Here’s a summary of some of the housing news so far this month:
Mortgage forbearance extended
The backer of many of the nation’s mortgages has extended a mortgage forbearance program that was set to expire at the end of the month until Feb. 28.
Those with single-family mortgages backed by Fannie Mae and Freddie Mac will not face foreclosure through the end of February.
“To keep our community safe, and families in their homes during the COVID-19 pandemic, FHFA is extending Fannie Mae and Freddie Mac’s foreclosure and eviction moratorium,” said Federal Housing Finance Agency Director Mark Calabria in a statement.
This is the fifth extension of the program that was put into place because of the pandemic. The agency says it will extend or end its policies based on data and health risk.
Those who are having trouble paying their mortgage should contact their servicer immediately to see if they qualify for additional forbearance or a loan modification. The agency says programs are available to help borrowers with eligible hardships and will remain available even when the COVID-19 forbearance flexibilities end.
Biden’s stimulus program includes real estate provisions
President Joe Biden has been in office for less than a week, but he’s already signaled that he’s looking at several real estate issues — with a particular focus on keeping people in homes.
Several of those issues relate directly to the pandemic. In his $1.9 trillion stimulus plan, Biden is proposing $25 billion in rental assistance for landlords and $5 billion for homelessness protection. This is in addition to the $25 billion approved in December’s housing stimulus bill.
Biden is also looking at extending the national mortgage and eviction moratorium until Sept. 30. In the meantime, as one of his first actions in office, he signed an executive order that would extend the current eviction ban until the end of March.
Housing forecast for Weber and Davis counties
Thanks to the pandemic stimulus and Utah’s strong economy, the Beehive State has seen an exceptional bounce-back after losing 120,000 jobs in one month last spring. The Utah Revenue Assumptions Working Group is forecasting a drop in unemployment to 4% in 2021 and job growth of 3.8%.
Meanwhile, the real estate market has surged. Because of Utah’s strong growth in jobs and population combined with a housing shortage that started after the Great Recession, real estate sales and prices are expected to grow in 2021.
Economist James Wood with the Gardner Policy Institute at the University of Utah is expecting this growth to be particularly strong in Northern Utah.
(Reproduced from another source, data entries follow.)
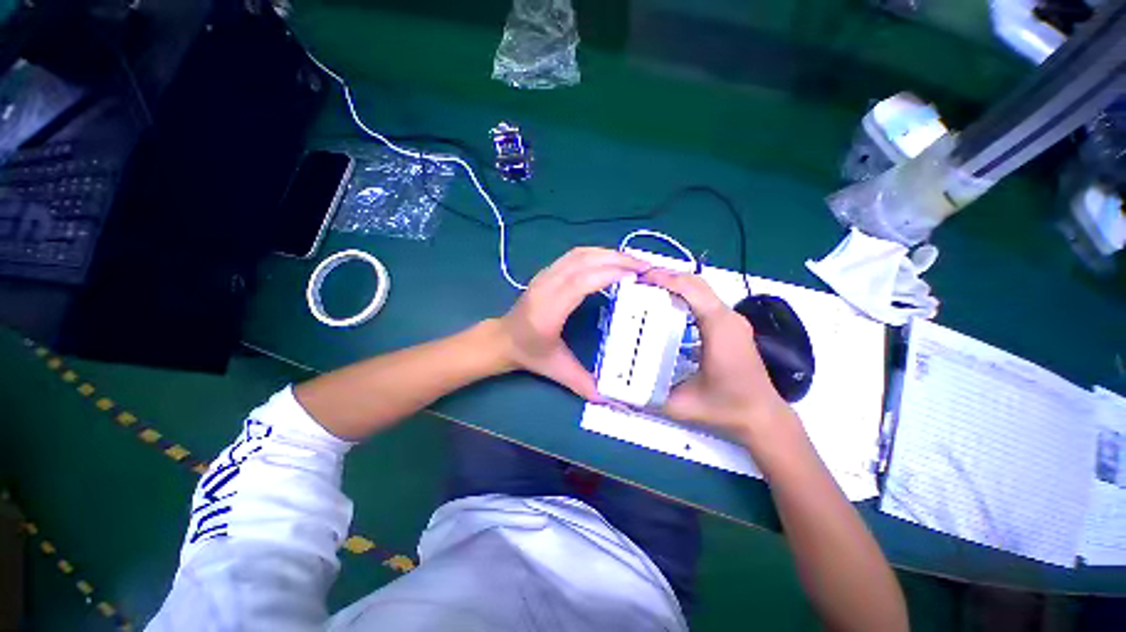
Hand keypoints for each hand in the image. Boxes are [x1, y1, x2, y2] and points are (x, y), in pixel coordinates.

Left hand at [499, 247, 649, 399]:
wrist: (502, 338)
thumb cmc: (529, 353)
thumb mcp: (556, 370)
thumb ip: (582, 383)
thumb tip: (611, 399)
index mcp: (548, 311)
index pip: (579, 283)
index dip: (608, 274)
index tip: (636, 276)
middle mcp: (545, 287)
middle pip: (582, 262)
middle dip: (616, 260)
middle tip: (645, 266)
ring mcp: (544, 275)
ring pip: (579, 254)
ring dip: (608, 254)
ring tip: (633, 262)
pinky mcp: (547, 272)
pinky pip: (575, 255)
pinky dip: (598, 254)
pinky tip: (612, 261)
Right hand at [643, 269, 792, 445]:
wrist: (763, 417)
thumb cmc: (726, 408)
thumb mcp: (681, 404)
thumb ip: (648, 396)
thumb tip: (621, 389)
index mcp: (718, 328)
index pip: (690, 290)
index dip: (664, 279)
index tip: (639, 278)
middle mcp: (728, 317)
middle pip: (696, 283)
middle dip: (666, 277)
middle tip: (638, 282)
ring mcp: (732, 320)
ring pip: (701, 289)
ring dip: (675, 284)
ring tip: (648, 290)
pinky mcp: (731, 326)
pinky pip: (705, 300)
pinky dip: (685, 295)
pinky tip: (668, 306)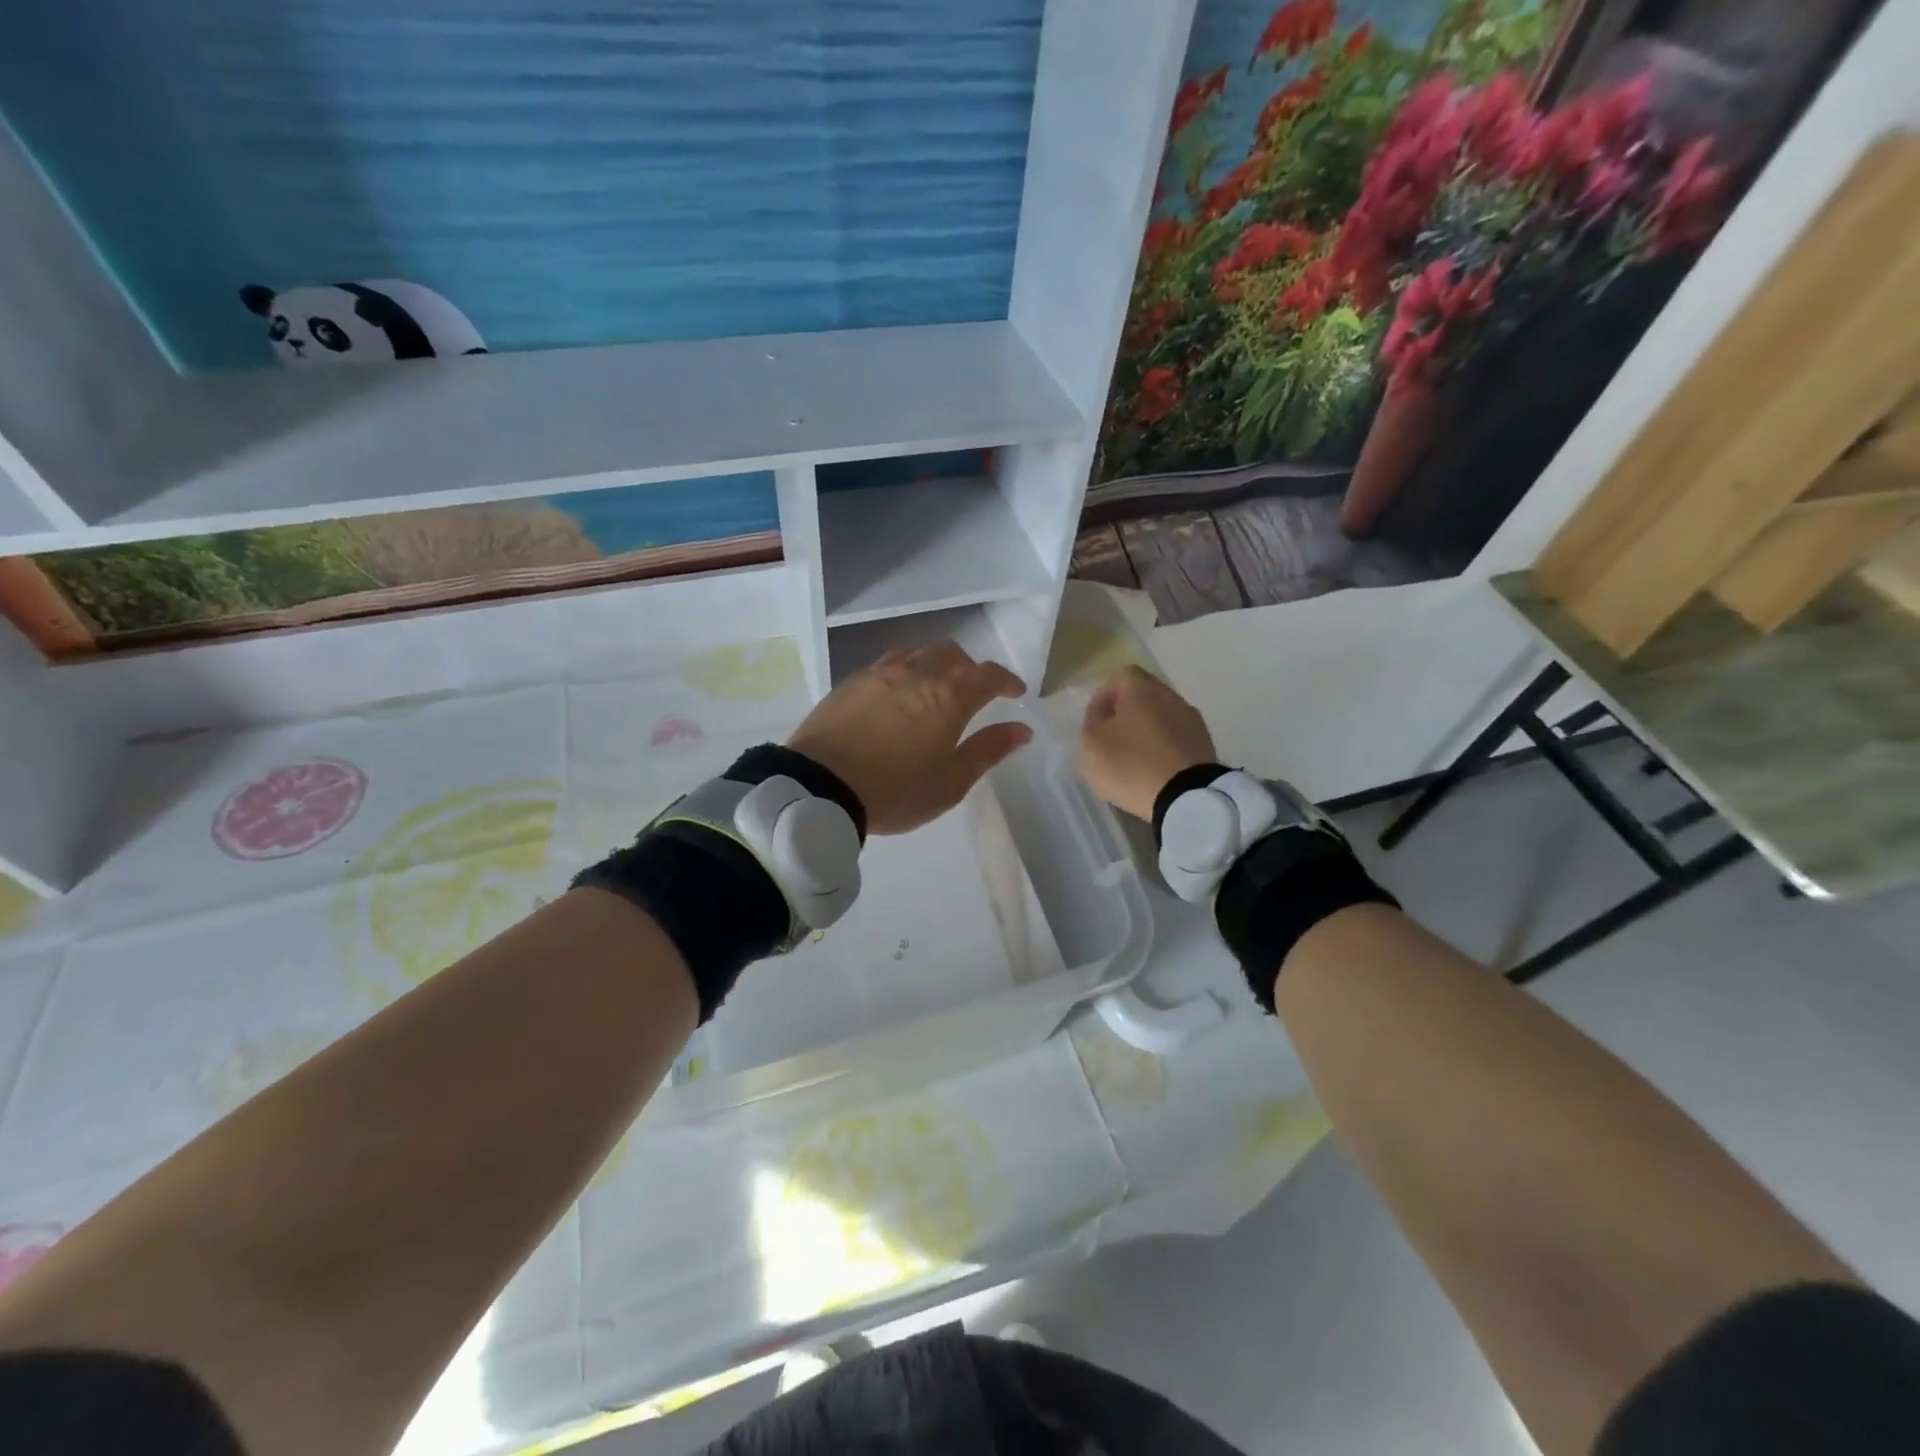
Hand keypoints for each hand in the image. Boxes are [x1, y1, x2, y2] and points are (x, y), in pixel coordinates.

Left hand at [788, 642, 1031, 835]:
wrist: (819, 788)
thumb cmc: (894, 792)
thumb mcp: (949, 783)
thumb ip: (987, 751)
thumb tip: (1020, 730)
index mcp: (948, 698)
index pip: (988, 675)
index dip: (1007, 681)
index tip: (1016, 692)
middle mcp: (916, 674)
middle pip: (952, 654)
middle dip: (970, 668)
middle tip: (974, 693)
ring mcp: (879, 674)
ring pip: (917, 653)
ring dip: (935, 664)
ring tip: (935, 688)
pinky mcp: (850, 682)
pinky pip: (887, 664)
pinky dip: (904, 671)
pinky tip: (897, 694)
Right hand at [1080, 666, 1217, 821]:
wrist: (1187, 797)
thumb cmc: (1131, 763)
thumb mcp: (1092, 741)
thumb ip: (1093, 719)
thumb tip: (1103, 710)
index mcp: (1142, 688)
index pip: (1121, 676)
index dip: (1105, 695)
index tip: (1095, 720)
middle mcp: (1171, 696)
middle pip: (1144, 697)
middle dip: (1127, 714)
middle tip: (1112, 740)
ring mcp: (1193, 721)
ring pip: (1162, 718)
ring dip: (1147, 733)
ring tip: (1133, 759)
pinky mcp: (1206, 746)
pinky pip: (1177, 740)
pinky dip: (1164, 750)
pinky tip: (1155, 771)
During a recent presentation to the Northern Wasatch Association of Realtors, he said he expects single-family home sales to rise 5% in Davis County and 7% in Weber County.
“All of the elements are there: We’re going to have a good year in job growth; we’re going to have net in-migration and low interest rates,” Wood said during the Jan. 12 presentation. “I just expect there’s going to be continued, really serious upward pressure on Davis and Weber County.”
Wood is also forecasting double-digit price increases. He predicts the median sales price of a single-family home in Davis County will rise 10% to $423,000. For Weber County, he says the median sales price on a single-family home could go up 12% to $347,500.
“Where housing is affordable, that’s where demand is really pushing up prices faster than the overall increase,” Wood said.
He expects the interest rate on a 30-year fixed-rate mortgage will remain around 3%.